Records for this task:
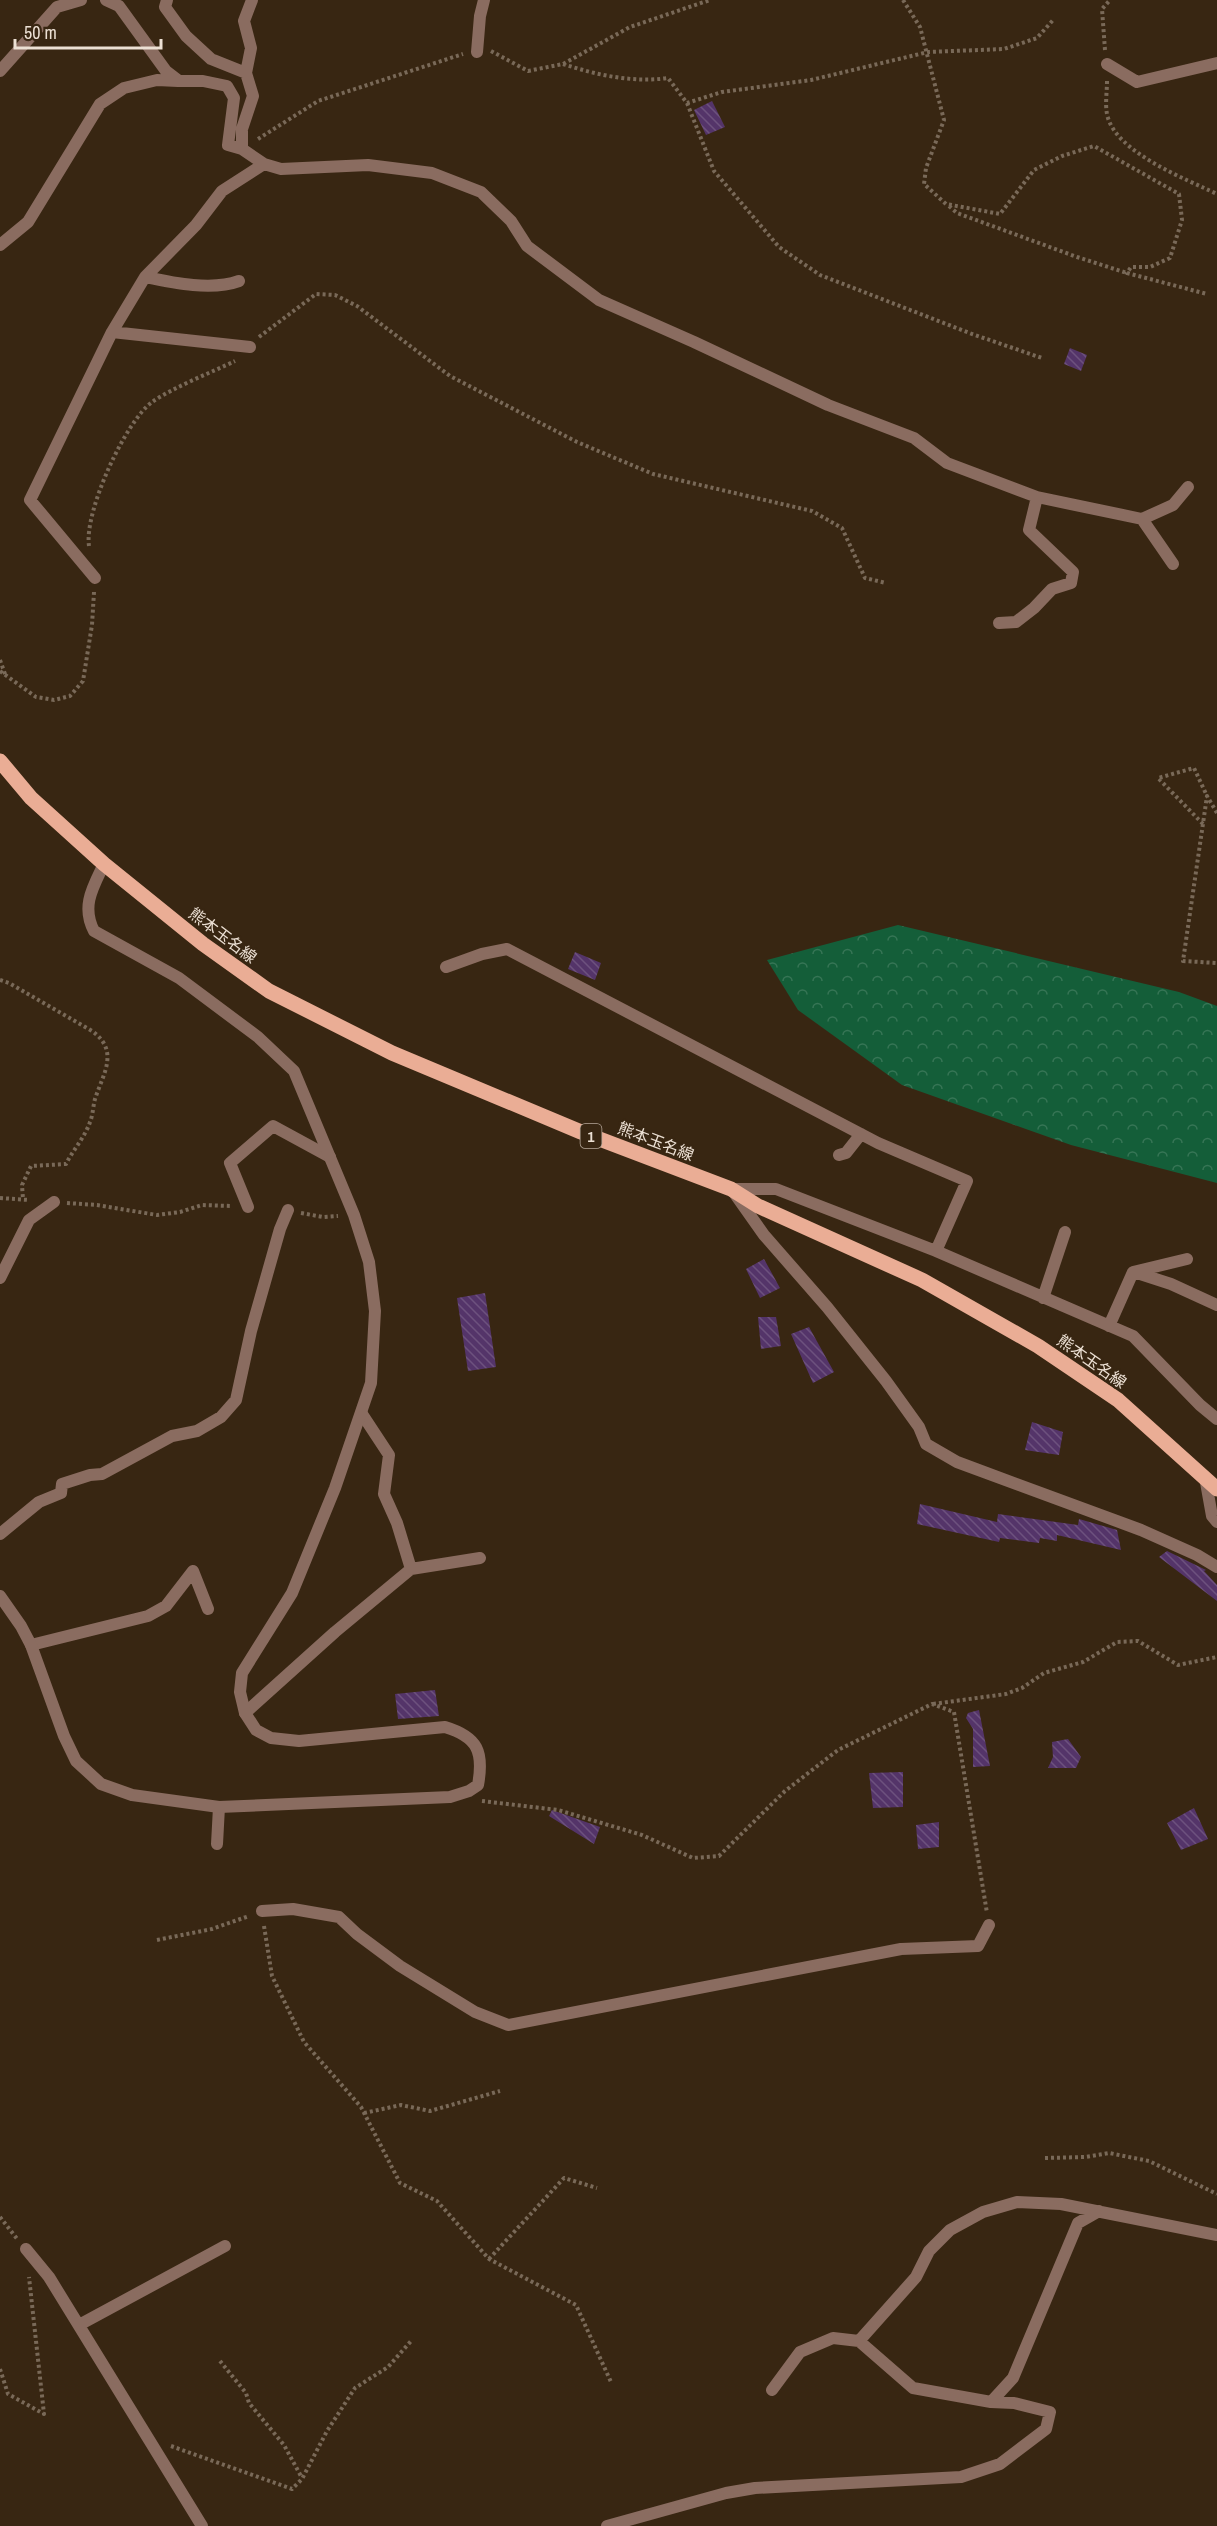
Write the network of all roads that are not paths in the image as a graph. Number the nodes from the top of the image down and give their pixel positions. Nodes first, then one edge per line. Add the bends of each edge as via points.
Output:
1 (81, 0) edge
2 (106, 0) edge
3 (167, 0) edge
4 (252, 0) edge
5 (484, 0) edge
6 (477, 52) dead end
7 (1217, 63) edge
8 (1107, 64) road end
9 (0, 71) edge
10 (246, 73) junction
11 (179, 81) junction
12 (242, 149) junction
13 (264, 164) junction
14 (0, 245) edge
15 (145, 277) junction
16 (239, 280) dead end
17 (112, 332) junction
18 (250, 347) road end
19 (1188, 487) dead end
20 (1037, 497) junction
21 (1142, 519) junction
22 (1173, 564) dead end
23 (95, 578) road end
24 (999, 623) dead end
25 (0, 761) edge
26 (104, 864) junction
27 (446, 967) dead end
28 (861, 1134) junction
29 (839, 1155) dead end
30 (330, 1158) junction
31 (731, 1189) junction
32 (54, 1202) road end
33 (248, 1207) road end
34 (288, 1210) road end
35 (1065, 1232) dead end
36 (936, 1251) junction
37 (1187, 1259) dead end
38 (1133, 1272) junction
39 (0, 1278) edge
40 (1043, 1298) junction
41 (1217, 1305) edge
42 (1109, 1326) junction
43 (362, 1414) junction
44 (1217, 1419) edge
45 (1205, 1477) junction
46 (1217, 1489) edge
47 (1217, 1522) edge
48 (0, 1534) edge
49 (480, 1558) dead end
50 (1217, 1567) edge
51 (411, 1569) junction
52 (0, 1596) edge
53 (208, 1609) dead end
54 (31, 1645) junction
55 (245, 1713) junction
56 (219, 1807) junction
57 (217, 1844) dead end
58 (262, 1911) road end
59 (989, 1925) road end
60 (1099, 2211) junction
61 (1217, 2235) edge
62 (225, 2246) dead end
63 (26, 2249) road end
64 (79, 2325) junction
65 (859, 2341) junction
66 (772, 2390) dead end
67 (992, 2403) junction
68 (202, 2526) edge
69 (607, 2526) edge

1 - 9 street via 57,7
2 - 11 street via 119,6 166,71
3 - 10 street via 165,8 186,36 212,59
4 - 10 street via 244,21 251,48
5 - 6 street
7 - 8 street via 1137,82
10 - 12 street via 253,96 242,129
11 - 12 street via 226,86 234,98 228,145
11 - 14 street via 157,80 124,88 100,104 28,222
12 - 13 street
13 - 15 street via 222,190 196,225
13 - 20 street via 281,169 368,165 432,173 481,192 511,221 527,246 598,300 828,405 914,438 947,463
15 - 16 street via 227,285
15 - 17 street
17 - 18 street
17 - 23 street via 30,500
19 - 21 street via 1173,505
20 - 21 street
20 - 24 street via 1029,530 1073,572 1071,582 1052,589 1016,622
21 - 22 street
25 - 26 main road, 熊本玉名線 / 1 via 31,798
26 - 30 street via 87,907 94,931 179,978 258,1037 294,1071
26 - 31 main road, 熊本玉名線 / 1 via 269,992 392,1053
27 - 28 street via 507,949
28 - 29 street via 846,1153
28 - 36 street via 967,1181
30 - 33 street via 273,1126 230,1163
30 - 43 street via 369,1262 375,1311 371,1383
31 - 36 street via 776,1189
31 - 45 main road, 熊本玉名線 / 1 via 758,1206 922,1280 1038,1346 1118,1400
31 - 50 street via 764,1235 886,1381 919,1427 926,1444 957,1462 1141,1530
32 - 39 street via 29,1220
34 - 48 street via 258,1308 236,1400 221,1418 197,1431 172,1436 102,1474 62,1484 61,1492 39,1502
35 - 40 street
36 - 40 street
37 - 38 street
38 - 41 street
38 - 42 street
40 - 42 street
42 - 44 street via 1133,1336
43 - 51 street via 390,1455 384,1494
43 - 55 street via 292,1593 242,1673 240,1692
45 - 46 main road, 熊本玉名線 / 1
45 - 47 street via 1212,1516
49 - 51 street
51 - 55 street
52 - 54 street
53 - 54 street via 193,1571 165,1606 148,1616
54 - 56 street via 76,1761 101,1784 132,1795
55 - 56 street via 256,1730 271,1738 299,1742 453,1729 477,1745 482,1764 478,1785 450,1797
56 - 57 street
58 - 59 street via 293,1909 339,1917 400,1966 475,2012 508,2025 901,1949 978,1946
60 - 61 street
60 - 65 street via 1017,2202 983,2212 958,2225 929,2251 916,2277
60 - 67 street via 1078,2223 1013,2378
62 - 64 street
63 - 64 street
64 - 68 street
65 - 66 street via 833,2338 800,2352
65 - 67 street via 913,2388
67 - 69 street via 1014,2403 1050,2412 1046,2429 1000,2464 961,2477 755,2488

Task statement: Pull every line with the word "main" from the data.

Exercise output:
25 - 26 main road, 熊本玉名線 / 1 via 31,798
26 - 31 main road, 熊本玉名線 / 1 via 269,992 392,1053
31 - 45 main road, 熊本玉名線 / 1 via 758,1206 922,1280 1038,1346 1118,1400
45 - 46 main road, 熊本玉名線 / 1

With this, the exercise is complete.